# WHAT YOU ARE ASKED TO DO
Tally the lines in the listing below that include "René". Answer with the count and nothing more.

# EXERCISE INPUTS
-- -- --

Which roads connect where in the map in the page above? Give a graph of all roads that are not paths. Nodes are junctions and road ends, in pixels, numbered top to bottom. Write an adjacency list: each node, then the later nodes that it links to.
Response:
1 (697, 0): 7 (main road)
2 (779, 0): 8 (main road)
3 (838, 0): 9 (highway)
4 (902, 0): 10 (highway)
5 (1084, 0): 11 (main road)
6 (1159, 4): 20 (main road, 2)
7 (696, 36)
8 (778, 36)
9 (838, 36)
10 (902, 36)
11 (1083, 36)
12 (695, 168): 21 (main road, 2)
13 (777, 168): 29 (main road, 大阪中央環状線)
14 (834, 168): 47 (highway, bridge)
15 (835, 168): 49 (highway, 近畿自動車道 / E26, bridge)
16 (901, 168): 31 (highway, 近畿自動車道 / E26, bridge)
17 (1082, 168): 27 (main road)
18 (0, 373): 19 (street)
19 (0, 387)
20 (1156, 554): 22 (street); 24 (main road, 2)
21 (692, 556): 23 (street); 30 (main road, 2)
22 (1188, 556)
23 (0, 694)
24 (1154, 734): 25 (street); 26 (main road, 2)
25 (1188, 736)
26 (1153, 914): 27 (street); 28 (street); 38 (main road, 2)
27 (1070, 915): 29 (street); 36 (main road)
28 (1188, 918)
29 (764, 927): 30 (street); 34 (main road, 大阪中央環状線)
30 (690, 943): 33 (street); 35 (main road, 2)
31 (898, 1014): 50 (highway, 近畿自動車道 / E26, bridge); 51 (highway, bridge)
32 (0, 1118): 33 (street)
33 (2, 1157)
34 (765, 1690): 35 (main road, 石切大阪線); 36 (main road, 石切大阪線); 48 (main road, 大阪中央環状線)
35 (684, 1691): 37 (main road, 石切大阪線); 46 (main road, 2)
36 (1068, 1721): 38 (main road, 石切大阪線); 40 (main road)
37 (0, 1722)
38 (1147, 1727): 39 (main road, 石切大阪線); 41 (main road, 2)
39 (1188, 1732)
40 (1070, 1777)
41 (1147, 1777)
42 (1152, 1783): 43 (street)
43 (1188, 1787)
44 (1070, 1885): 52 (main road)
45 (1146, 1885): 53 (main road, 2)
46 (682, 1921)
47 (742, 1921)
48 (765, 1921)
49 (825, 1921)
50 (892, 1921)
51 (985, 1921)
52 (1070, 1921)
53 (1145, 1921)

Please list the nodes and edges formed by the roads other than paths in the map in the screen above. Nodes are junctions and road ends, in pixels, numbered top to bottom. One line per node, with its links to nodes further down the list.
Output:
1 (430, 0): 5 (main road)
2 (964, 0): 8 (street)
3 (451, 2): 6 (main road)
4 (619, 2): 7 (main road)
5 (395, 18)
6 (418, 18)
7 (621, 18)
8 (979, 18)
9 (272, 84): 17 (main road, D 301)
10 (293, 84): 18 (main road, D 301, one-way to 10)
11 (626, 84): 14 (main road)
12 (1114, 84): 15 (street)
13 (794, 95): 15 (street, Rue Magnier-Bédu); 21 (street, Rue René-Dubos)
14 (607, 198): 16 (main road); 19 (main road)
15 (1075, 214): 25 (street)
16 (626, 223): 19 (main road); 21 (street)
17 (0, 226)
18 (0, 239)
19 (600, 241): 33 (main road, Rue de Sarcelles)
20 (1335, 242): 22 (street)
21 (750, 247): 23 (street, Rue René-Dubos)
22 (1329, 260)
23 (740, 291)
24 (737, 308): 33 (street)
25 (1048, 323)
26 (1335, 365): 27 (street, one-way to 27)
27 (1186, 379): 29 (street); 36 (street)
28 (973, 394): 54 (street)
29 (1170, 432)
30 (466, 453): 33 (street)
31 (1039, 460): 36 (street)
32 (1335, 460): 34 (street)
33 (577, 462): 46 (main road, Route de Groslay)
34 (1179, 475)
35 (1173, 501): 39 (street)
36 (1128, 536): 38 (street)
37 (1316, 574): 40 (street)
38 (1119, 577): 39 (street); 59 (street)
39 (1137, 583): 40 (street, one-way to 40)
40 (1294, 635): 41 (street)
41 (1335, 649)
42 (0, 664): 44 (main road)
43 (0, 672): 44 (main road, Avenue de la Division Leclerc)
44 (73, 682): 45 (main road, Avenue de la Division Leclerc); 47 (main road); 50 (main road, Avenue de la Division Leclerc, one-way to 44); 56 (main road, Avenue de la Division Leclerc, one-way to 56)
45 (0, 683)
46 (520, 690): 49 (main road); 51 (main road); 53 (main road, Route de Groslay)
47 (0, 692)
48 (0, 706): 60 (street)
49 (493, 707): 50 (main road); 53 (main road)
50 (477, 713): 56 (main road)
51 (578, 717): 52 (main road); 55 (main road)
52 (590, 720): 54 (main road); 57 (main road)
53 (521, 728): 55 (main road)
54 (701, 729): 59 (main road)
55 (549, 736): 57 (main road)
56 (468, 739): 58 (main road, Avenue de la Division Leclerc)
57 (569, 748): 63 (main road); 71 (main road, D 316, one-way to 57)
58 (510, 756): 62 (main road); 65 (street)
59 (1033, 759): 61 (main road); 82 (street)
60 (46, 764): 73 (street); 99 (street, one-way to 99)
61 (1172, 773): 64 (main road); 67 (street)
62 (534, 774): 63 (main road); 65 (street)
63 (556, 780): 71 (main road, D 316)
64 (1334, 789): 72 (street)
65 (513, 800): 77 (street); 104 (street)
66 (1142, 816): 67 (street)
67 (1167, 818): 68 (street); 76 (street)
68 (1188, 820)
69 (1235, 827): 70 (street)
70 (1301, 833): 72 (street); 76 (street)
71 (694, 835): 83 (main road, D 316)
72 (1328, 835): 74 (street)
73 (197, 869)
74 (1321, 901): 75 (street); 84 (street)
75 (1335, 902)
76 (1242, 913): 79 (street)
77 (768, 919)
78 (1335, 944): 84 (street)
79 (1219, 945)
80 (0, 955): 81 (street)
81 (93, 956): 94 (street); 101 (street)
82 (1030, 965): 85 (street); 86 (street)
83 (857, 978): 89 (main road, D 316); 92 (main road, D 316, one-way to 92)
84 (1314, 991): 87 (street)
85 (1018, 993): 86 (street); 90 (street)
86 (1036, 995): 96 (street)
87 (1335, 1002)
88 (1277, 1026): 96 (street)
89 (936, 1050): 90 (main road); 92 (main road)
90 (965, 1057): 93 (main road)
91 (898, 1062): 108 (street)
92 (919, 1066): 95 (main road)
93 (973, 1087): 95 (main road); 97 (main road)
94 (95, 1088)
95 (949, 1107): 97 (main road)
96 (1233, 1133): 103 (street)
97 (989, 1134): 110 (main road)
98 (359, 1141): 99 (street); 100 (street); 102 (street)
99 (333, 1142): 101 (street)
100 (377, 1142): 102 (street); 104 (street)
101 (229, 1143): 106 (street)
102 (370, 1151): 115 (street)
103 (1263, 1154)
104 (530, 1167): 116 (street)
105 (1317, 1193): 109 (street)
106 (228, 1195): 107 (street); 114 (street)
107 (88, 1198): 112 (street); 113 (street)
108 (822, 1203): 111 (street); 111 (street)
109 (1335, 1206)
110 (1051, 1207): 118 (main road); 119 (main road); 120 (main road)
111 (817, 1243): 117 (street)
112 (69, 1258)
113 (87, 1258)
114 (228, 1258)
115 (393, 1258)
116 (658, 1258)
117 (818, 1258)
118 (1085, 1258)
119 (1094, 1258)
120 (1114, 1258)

-- -- --

# EXPECTED ANSWER
2